Recently, Roger Ebert managed to annoy the entire Internet by proclaiming that video games were not now, and would never be, serious art. For those of you who missed this kerfluffle, this was about as popular as proclaiming that Hitler wasn’t that bad of a guy. The blog entry got thousands of comments, most of which amounted to “ARE TOO ARE TOO ARE TOO!”
And now Ebert has admitted he made a mistake. He does still happen to think that video games aren’t art and never will be art. But he thinks he was making a bit of an ass of himself by saying it like it was a definitive statement. After all, as Ebert himself admits, nobody can really know the future, and gaming may make a huge leap artistically.
Here’s the problem: I don’t think Ebert is entirely off-base.

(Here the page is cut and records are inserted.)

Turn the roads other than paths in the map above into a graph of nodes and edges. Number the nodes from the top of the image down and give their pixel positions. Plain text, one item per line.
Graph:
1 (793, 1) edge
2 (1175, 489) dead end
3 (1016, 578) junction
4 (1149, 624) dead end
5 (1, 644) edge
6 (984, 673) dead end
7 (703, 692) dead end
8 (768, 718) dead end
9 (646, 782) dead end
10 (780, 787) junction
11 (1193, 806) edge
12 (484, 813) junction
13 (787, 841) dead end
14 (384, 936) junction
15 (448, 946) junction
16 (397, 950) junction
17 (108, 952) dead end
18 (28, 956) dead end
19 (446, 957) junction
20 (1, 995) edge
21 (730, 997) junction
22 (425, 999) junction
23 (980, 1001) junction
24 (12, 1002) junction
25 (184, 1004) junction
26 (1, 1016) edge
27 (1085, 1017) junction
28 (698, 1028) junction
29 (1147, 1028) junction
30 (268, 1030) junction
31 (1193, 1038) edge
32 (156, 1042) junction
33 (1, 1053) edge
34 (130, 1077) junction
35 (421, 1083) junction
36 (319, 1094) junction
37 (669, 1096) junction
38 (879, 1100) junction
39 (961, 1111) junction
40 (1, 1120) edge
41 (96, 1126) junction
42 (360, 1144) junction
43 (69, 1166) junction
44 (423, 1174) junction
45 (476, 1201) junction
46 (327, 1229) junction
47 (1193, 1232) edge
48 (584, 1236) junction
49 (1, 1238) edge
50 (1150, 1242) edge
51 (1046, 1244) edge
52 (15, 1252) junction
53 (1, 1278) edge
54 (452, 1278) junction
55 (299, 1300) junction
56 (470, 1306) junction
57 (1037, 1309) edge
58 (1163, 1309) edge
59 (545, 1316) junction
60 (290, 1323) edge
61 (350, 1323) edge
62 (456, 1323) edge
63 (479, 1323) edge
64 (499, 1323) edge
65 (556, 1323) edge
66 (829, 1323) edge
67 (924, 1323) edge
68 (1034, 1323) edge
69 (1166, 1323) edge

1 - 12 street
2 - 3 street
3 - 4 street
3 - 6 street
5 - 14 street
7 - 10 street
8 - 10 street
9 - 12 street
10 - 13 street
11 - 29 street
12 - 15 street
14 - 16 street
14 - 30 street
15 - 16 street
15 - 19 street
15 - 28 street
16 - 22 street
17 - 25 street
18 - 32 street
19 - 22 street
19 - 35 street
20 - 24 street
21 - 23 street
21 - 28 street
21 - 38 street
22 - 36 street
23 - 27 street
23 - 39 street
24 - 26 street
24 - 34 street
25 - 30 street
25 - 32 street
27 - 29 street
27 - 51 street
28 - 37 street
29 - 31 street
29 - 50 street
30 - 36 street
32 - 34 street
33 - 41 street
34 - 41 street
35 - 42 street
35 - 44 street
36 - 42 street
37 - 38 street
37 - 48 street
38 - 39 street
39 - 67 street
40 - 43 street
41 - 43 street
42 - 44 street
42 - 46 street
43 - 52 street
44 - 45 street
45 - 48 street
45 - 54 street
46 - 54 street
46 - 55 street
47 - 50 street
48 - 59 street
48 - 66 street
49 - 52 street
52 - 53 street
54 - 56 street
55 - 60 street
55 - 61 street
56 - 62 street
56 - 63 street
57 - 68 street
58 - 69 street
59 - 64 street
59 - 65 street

When I’m not stunning women with my Gamma Squad credentials, I’m a graduate student and a filmmaker, and one thing that annoys me about modern gaming is the insistence on storytelling and being “cinematic”. Games are terrible about telling stories. They’re just no good at it. How many times have you had to do something flagrantly stupid in a video game solely to advance the plot? Doesn’t it annoy you, every single time?
Most people argue “Shadow of the Colossus” as great gaming art, but as far as a demonstration of gaming as a storytelling medium, the best game is definitely “Portal”. Why? Because you learn about the story at your own pace, discovering clues and listening to dialogue as you play, instead of being interrupted by cutscenes or required to do something idiotic.
Although I guess running at a turret counts as “idiotic”. But you get the point.